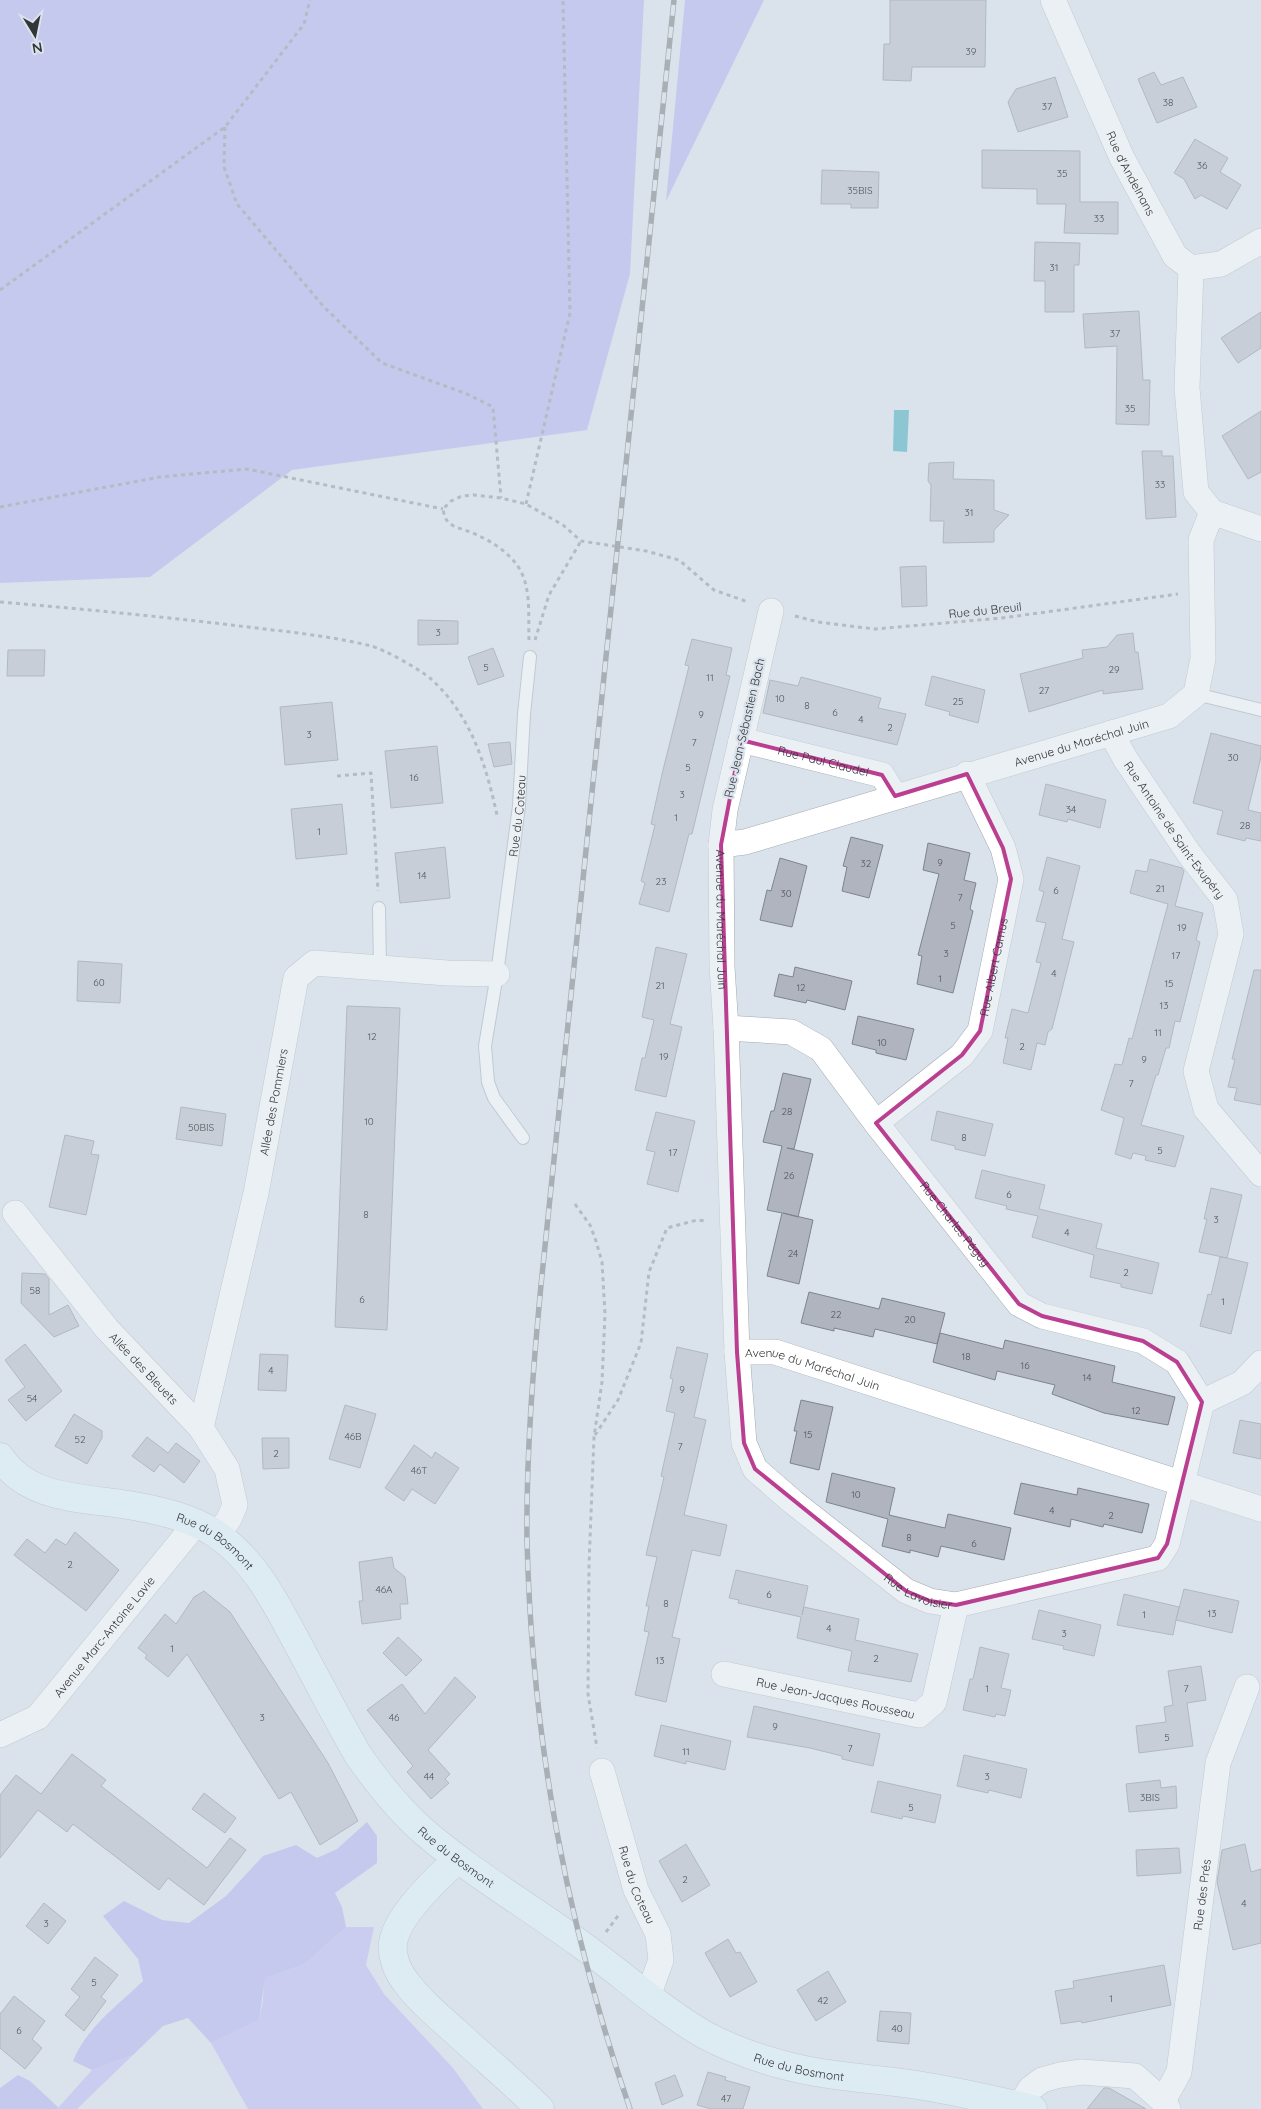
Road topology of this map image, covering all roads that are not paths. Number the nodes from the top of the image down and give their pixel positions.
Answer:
1 (1053, 0) edge
2 (1261, 241) edge
3 (1191, 268) junction
4 (1212, 512) junction
5 (1261, 530) edge
6 (771, 611) road end
7 (530, 657) road end
8 (1196, 694) junction
9 (1261, 710) edge
10 (1111, 733) junction
11 (741, 740) junction
12 (967, 774) junction
13 (895, 796) junction
14 (721, 845) junction
15 (379, 908) road end
16 (380, 967) junction
17 (497, 974) junction
18 (726, 1028) junction
19 (876, 1123) junction
20 (522, 1138) dead end
21 (1261, 1174) edge
22 (16, 1213) dead end
23 (738, 1352) junction
24 (1261, 1363) edge
25 (1202, 1402) junction
26 (201, 1428) junction
27 (0, 1457) edge
28 (1182, 1484) junction
29 (1261, 1509) edge
30 (207, 1529) junction
31 (956, 1605) junction
32 (724, 1674) dead end
33 (1247, 1687) dead end
34 (0, 1735) edge
35 (602, 1771) road end
36 (458, 1859) junction
37 (648, 1996) junction
38 (1166, 2105) edge
39 (1026, 2107) edge
40 (540, 2109) edge

1 - 3 street, Rue d'Andelnans
2 - 3 street
3 - 4 street
4 - 5 street
4 - 8 street
6 - 11 street, Rue Jean-Sébastien Bach
7 - 17 lane, Rue du Coteau
8 - 9 lane
8 - 10 street, Avenue du Maréchal Juin
10 - 12 street, Avenue du Maréchal Juin
10 - 21 street, Rue Antoine de Saint-Exupéry
11 - 13 street, Rue Paul Claudel
11 - 14 street, Rue Jean-Sébastien Bach
12 - 13 street, Avenue du Maréchal Juin
12 - 19 street, Rue Albert Camus
13 - 14 street, Avenue du Maréchal Juin
14 - 18 street, Avenue du Maréchal Juin
15 - 16 lane
16 - 17 street, Allée des Pommiers
16 - 26 street, Allée des Pommiers
17 - 20 lane, Rue du Coteau
18 - 19 street, Rue Charles Péguy
18 - 23 street, Avenue du Maréchal Juin
19 - 25 street, Rue Charles Péguy
22 - 26 street, Allée des Bleuets
23 - 28 street, Avenue du Maréchal Juin
23 - 31 street, Rue Lavoisier
24 - 25 street
25 - 28 street
26 - 30 street, Allée des Bleuets
27 - 30 street, Rue du Bosmont
28 - 29 street, Avenue du Maréchal Juin
28 - 31 street, Rue Lavoisier
30 - 34 street, Avenue Marc-Antoine Lavie
30 - 36 street, Rue du Bosmont
31 - 32 street, Rue Jean-Jacques Rousseau
33 - 38 street, Rue des Prés
35 - 37 street, Rue du Coteau
36 - 37 street, Rue du Bosmont
36 - 40 street
37 - 39 street, Rue du Bosmont
38 - 39 street

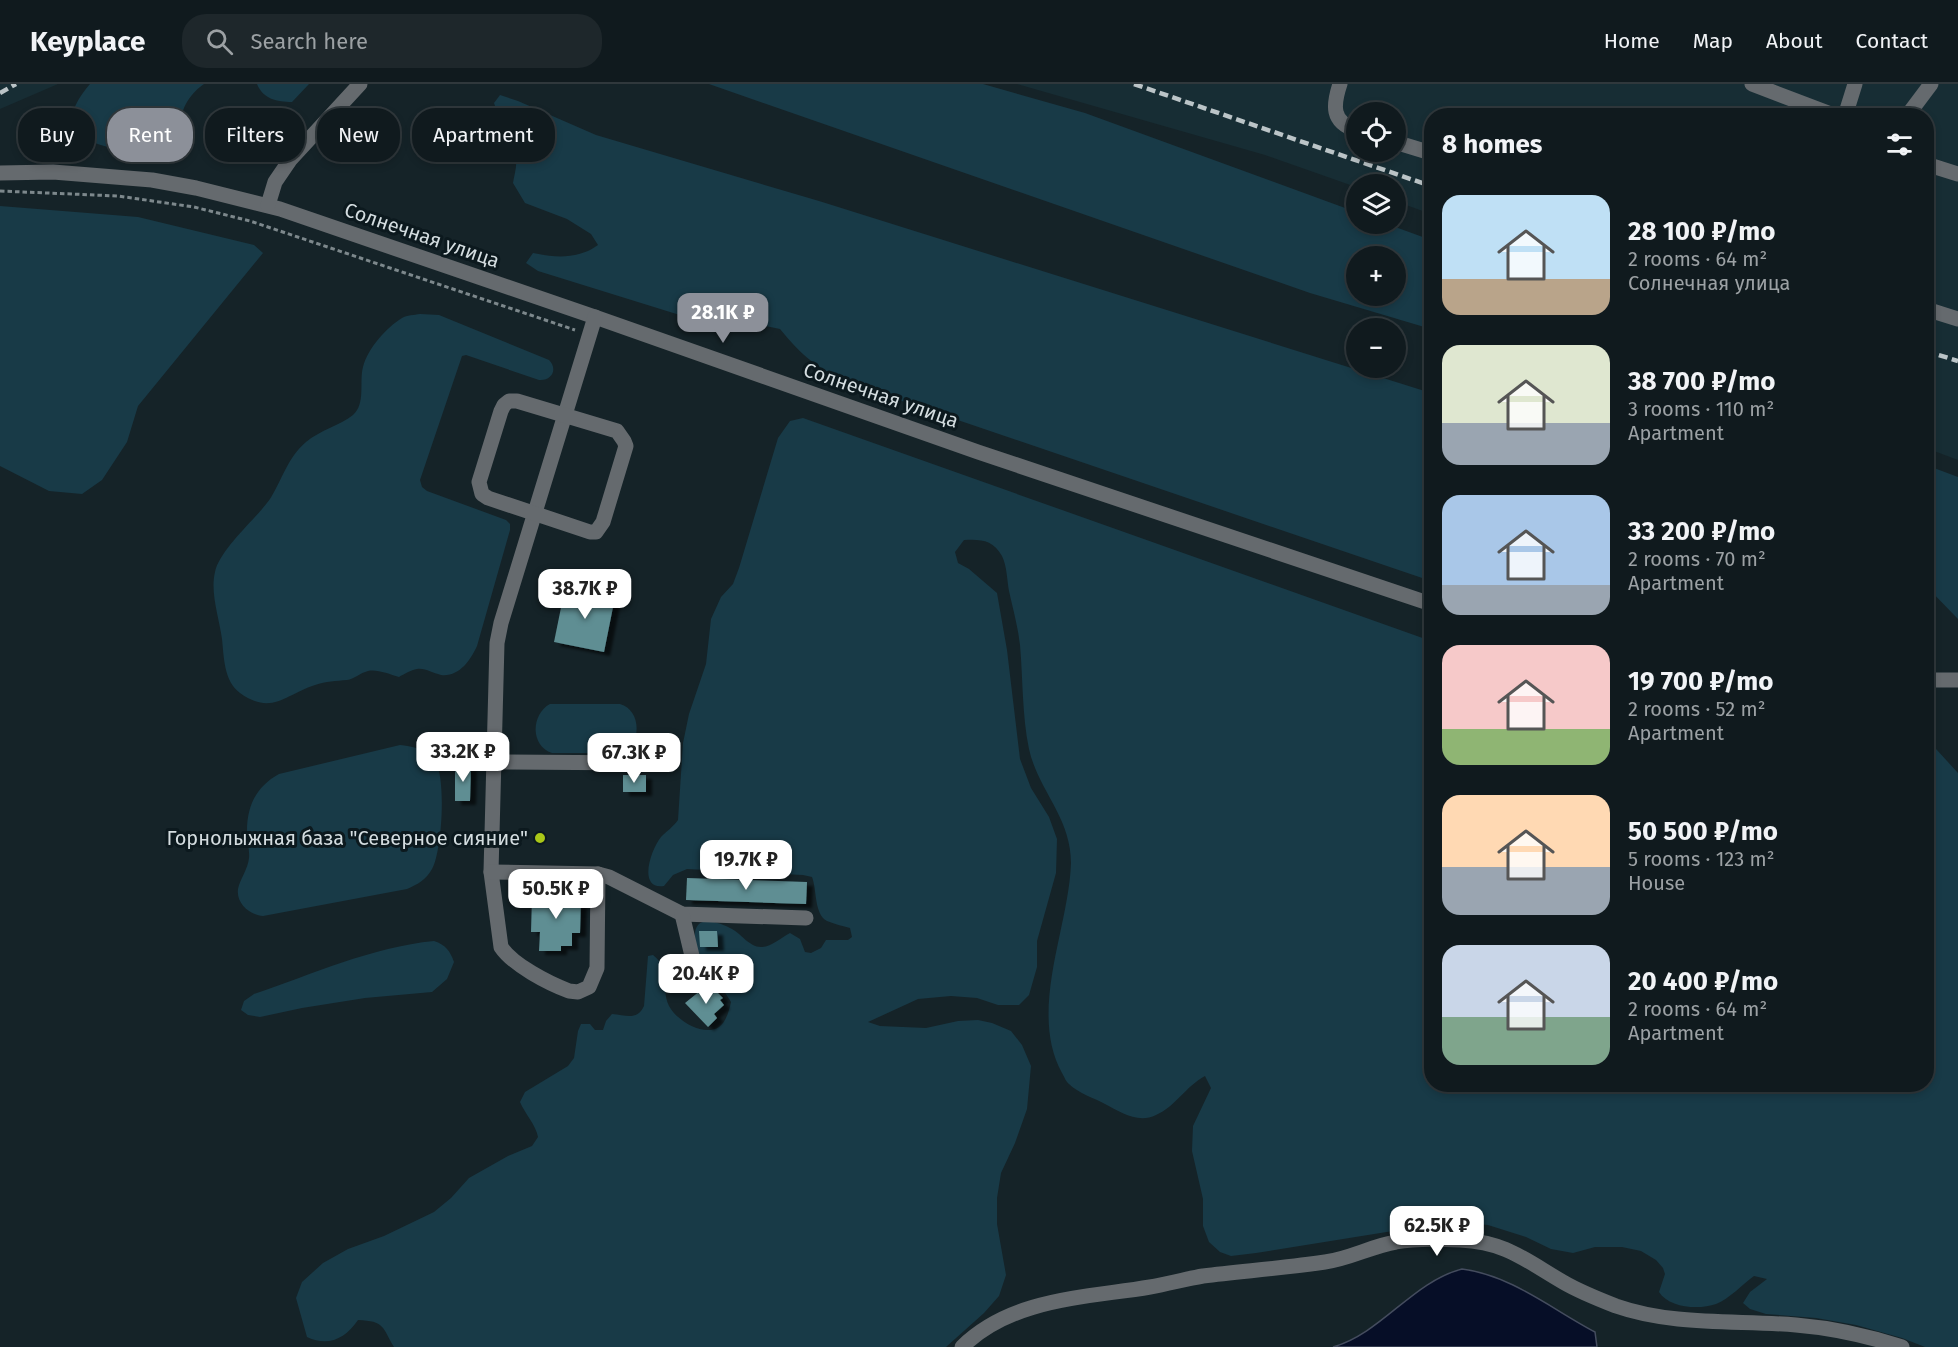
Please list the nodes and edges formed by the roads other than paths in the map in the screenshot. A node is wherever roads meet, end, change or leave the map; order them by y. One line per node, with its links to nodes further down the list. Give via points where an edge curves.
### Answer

________________

▶ _PROBLEM STATEMENT_
Repeat everything in the records above exactly; pictures are not part of the copy.

▶ _ANSWER TO THIS EXERCISE_
Road topology of this map image, covering all roads that are not paths. Number the nodes from the top of the image down and give their pixel positions.
Answer:
1 (1053, 0) edge
2 (1261, 241) edge
3 (1191, 268) junction
4 (1212, 512) junction
5 (1261, 530) edge
6 (771, 611) road end
7 (530, 657) road end
8 (1196, 694) junction
9 (1261, 710) edge
10 (1111, 733) junction
11 (741, 740) junction
12 (967, 774) junction
13 (895, 796) junction
14 (721, 845) junction
15 (379, 908) road end
16 (380, 967) junction
17 (497, 974) junction
18 (726, 1028) junction
19 (876, 1123) junction
20 (522, 1138) dead end
21 (1261, 1174) edge
22 (16, 1213) dead end
23 (738, 1352) junction
24 (1261, 1363) edge
25 (1202, 1402) junction
26 (201, 1428) junction
27 (0, 1457) edge
28 (1182, 1484) junction
29 (1261, 1509) edge
30 (207, 1529) junction
31 (956, 1605) junction
32 (724, 1674) dead end
33 (1247, 1687) dead end
34 (0, 1735) edge
35 (602, 1771) road end
36 (458, 1859) junction
37 (648, 1996) junction
38 (1166, 2105) edge
39 (1026, 2107) edge
40 (540, 2109) edge

1 - 3 street, Rue d'Andelnans
2 - 3 street
3 - 4 street
4 - 5 street
4 - 8 street
6 - 11 street, Rue Jean-Sébastien Bach
7 - 17 lane, Rue du Coteau
8 - 9 lane
8 - 10 street, Avenue du Maréchal Juin
10 - 12 street, Avenue du Maréchal Juin
10 - 21 street, Rue Antoine de Saint-Exupéry
11 - 13 street, Rue Paul Claudel
11 - 14 street, Rue Jean-Sébastien Bach
12 - 13 street, Avenue du Maréchal Juin
12 - 19 street, Rue Albert Camus
13 - 14 street, Avenue du Maréchal Juin
14 - 18 street, Avenue du Maréchal Juin
15 - 16 lane
16 - 17 street, Allée des Pommiers
16 - 26 street, Allée des Pommiers
17 - 20 lane, Rue du Coteau
18 - 19 street, Rue Charles Péguy
18 - 23 street, Avenue du Maréchal Juin
19 - 25 street, Rue Charles Péguy
22 - 26 street, Allée des Bleuets
23 - 28 street, Avenue du Maréchal Juin
23 - 31 street, Rue Lavoisier
24 - 25 street
25 - 28 street
26 - 30 street, Allée des Bleuets
27 - 30 street, Rue du Bosmont
28 - 29 street, Avenue du Maréchal Juin
28 - 31 street, Rue Lavoisier
30 - 34 street, Avenue Marc-Antoine Lavie
30 - 36 street, Rue du Bosmont
31 - 32 street, Rue Jean-Jacques Rousseau
33 - 38 street, Rue des Prés
35 - 37 street, Rue du Coteau
36 - 37 street, Rue du Bosmont
36 - 40 street
37 - 39 street, Rue du Bosmont
38 - 39 street

Please list the nodes and edges formed by the roads other than paths in the map in the screenshot. A node is wherever roads meet, end, change or leave the map; order them by y. One line per node, with its links to nodes further down the list. Give via points where an edge curves.
### Answer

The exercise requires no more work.